The strength and ductility of steels are influenced by the characteristics of grains that make up its microstructure and their interaction with each other. In this study, we used 3D X-ray diffraction on I12, Diamond Light Source to track the behaviour of individual grains during straining of a low-carbon steel used in vehicle body shells. We discovered that for grains exhibiting a soft orientation (those that deform easily) can experience a wide range of stress levels, whilst hard orientations (those that cannot deform easily) can only possess a narrow stress range. The stress on each grain, which determines how easily it will plastically deform, is newly shown to be affected by the orientation of its neighbouring grains, especially at low levels of strain. As the steel deformed, grains rotated to reduce these interactions. This was an important discovery as this finding can be used to explain why these steels have such high ductility and hence formability during component manufacture.  

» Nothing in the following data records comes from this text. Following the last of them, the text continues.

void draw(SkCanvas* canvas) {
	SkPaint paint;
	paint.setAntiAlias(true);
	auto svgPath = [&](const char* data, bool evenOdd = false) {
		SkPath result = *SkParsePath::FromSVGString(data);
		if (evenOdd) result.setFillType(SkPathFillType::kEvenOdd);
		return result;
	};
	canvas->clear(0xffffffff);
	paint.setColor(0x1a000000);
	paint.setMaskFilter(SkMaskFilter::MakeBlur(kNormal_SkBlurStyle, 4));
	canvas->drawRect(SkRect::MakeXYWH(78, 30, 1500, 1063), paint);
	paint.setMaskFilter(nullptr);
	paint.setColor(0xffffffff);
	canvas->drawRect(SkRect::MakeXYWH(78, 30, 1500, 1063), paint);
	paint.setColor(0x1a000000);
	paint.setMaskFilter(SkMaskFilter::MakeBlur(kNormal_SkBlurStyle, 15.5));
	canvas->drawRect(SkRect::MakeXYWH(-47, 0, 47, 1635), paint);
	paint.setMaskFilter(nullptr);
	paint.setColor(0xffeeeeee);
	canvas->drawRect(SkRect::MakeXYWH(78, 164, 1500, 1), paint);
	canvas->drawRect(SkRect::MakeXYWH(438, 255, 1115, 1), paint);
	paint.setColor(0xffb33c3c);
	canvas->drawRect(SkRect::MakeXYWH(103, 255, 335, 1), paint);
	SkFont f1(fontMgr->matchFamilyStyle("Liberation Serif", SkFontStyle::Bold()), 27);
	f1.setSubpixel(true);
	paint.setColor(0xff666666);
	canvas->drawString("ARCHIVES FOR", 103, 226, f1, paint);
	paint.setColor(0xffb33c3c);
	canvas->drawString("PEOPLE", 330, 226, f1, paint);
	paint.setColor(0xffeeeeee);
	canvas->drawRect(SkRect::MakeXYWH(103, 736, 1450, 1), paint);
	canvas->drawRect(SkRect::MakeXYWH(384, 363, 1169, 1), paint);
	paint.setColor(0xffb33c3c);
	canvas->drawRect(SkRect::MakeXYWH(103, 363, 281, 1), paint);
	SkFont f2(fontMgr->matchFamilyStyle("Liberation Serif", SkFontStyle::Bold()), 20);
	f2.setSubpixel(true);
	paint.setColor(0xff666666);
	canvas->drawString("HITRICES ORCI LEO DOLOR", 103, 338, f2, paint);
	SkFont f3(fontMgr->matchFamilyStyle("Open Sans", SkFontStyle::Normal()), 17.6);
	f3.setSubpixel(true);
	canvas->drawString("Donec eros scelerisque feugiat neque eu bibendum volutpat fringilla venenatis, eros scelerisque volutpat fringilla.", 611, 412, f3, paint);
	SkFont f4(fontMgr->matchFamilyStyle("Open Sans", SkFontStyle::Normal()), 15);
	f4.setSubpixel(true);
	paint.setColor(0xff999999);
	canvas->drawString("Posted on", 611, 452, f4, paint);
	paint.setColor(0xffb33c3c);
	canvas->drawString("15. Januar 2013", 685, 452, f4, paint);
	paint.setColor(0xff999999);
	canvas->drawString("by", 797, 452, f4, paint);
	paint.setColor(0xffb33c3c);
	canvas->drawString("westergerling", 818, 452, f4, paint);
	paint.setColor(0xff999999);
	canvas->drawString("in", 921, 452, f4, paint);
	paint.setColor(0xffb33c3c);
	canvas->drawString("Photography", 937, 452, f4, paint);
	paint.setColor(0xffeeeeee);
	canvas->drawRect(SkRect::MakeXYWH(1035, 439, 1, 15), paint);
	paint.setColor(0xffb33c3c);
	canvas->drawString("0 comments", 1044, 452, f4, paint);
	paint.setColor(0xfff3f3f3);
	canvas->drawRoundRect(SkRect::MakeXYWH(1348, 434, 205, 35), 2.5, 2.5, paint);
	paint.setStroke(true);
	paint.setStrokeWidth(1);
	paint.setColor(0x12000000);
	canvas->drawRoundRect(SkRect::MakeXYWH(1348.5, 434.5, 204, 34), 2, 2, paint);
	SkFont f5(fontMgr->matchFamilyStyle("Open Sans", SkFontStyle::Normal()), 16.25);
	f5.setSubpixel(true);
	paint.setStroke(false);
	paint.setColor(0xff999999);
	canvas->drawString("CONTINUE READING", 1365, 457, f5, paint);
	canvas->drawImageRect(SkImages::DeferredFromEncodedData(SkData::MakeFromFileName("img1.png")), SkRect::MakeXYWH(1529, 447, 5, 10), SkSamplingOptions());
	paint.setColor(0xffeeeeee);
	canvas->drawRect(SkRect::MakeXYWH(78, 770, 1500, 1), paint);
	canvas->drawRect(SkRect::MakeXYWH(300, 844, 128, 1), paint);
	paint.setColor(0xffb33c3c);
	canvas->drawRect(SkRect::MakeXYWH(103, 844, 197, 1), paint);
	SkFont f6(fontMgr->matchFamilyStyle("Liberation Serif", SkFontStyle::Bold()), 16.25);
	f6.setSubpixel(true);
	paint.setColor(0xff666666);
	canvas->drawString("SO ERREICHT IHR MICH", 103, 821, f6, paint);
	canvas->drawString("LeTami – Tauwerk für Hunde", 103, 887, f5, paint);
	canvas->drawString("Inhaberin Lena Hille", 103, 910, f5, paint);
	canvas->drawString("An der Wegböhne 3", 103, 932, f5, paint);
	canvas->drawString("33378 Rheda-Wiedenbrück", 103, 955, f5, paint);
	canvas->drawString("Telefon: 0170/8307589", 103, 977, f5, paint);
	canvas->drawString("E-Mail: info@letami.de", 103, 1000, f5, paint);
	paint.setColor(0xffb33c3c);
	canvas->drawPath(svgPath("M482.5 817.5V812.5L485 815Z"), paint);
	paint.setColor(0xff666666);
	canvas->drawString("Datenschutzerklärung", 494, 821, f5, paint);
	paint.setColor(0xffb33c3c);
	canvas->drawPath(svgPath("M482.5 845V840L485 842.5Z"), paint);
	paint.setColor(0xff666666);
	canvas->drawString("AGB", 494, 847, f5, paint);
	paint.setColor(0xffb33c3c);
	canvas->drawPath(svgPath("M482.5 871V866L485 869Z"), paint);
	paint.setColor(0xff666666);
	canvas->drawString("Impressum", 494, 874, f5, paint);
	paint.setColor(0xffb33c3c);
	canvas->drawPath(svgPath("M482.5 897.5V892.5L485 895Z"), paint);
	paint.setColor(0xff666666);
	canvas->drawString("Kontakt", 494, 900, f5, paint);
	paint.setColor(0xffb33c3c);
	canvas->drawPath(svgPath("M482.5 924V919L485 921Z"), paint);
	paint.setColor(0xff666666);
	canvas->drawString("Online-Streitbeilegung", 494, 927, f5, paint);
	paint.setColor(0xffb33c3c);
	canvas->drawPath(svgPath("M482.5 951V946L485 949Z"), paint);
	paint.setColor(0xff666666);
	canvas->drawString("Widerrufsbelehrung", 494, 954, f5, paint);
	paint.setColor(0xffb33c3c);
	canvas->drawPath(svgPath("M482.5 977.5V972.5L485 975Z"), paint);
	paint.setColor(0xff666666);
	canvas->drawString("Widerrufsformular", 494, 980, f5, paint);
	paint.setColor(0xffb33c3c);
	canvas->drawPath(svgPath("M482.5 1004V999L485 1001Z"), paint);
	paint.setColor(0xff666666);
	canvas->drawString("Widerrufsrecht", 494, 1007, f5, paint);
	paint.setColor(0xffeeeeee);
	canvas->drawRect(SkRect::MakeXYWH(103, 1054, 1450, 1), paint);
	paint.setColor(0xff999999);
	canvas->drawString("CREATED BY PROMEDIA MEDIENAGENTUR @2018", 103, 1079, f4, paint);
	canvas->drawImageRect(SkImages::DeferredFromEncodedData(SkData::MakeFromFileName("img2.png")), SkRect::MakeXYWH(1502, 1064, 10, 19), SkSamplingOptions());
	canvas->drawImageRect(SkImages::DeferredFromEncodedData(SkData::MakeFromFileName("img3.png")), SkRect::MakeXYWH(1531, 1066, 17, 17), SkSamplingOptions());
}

Figure caption: From a 0.3 x 0.3 x 0.3 mm3 region within a steel sample, individual grains were tracked when unloaded (left) and when a load is applied (right). Each point represents a single grain, where its coordinate indicates its position, its diameter is scaled by grain volume, and colour representing its stress in the direction of the tensile axis. We can use this information to understand why the stress states of individual grains develop, which can explain mechanical properties.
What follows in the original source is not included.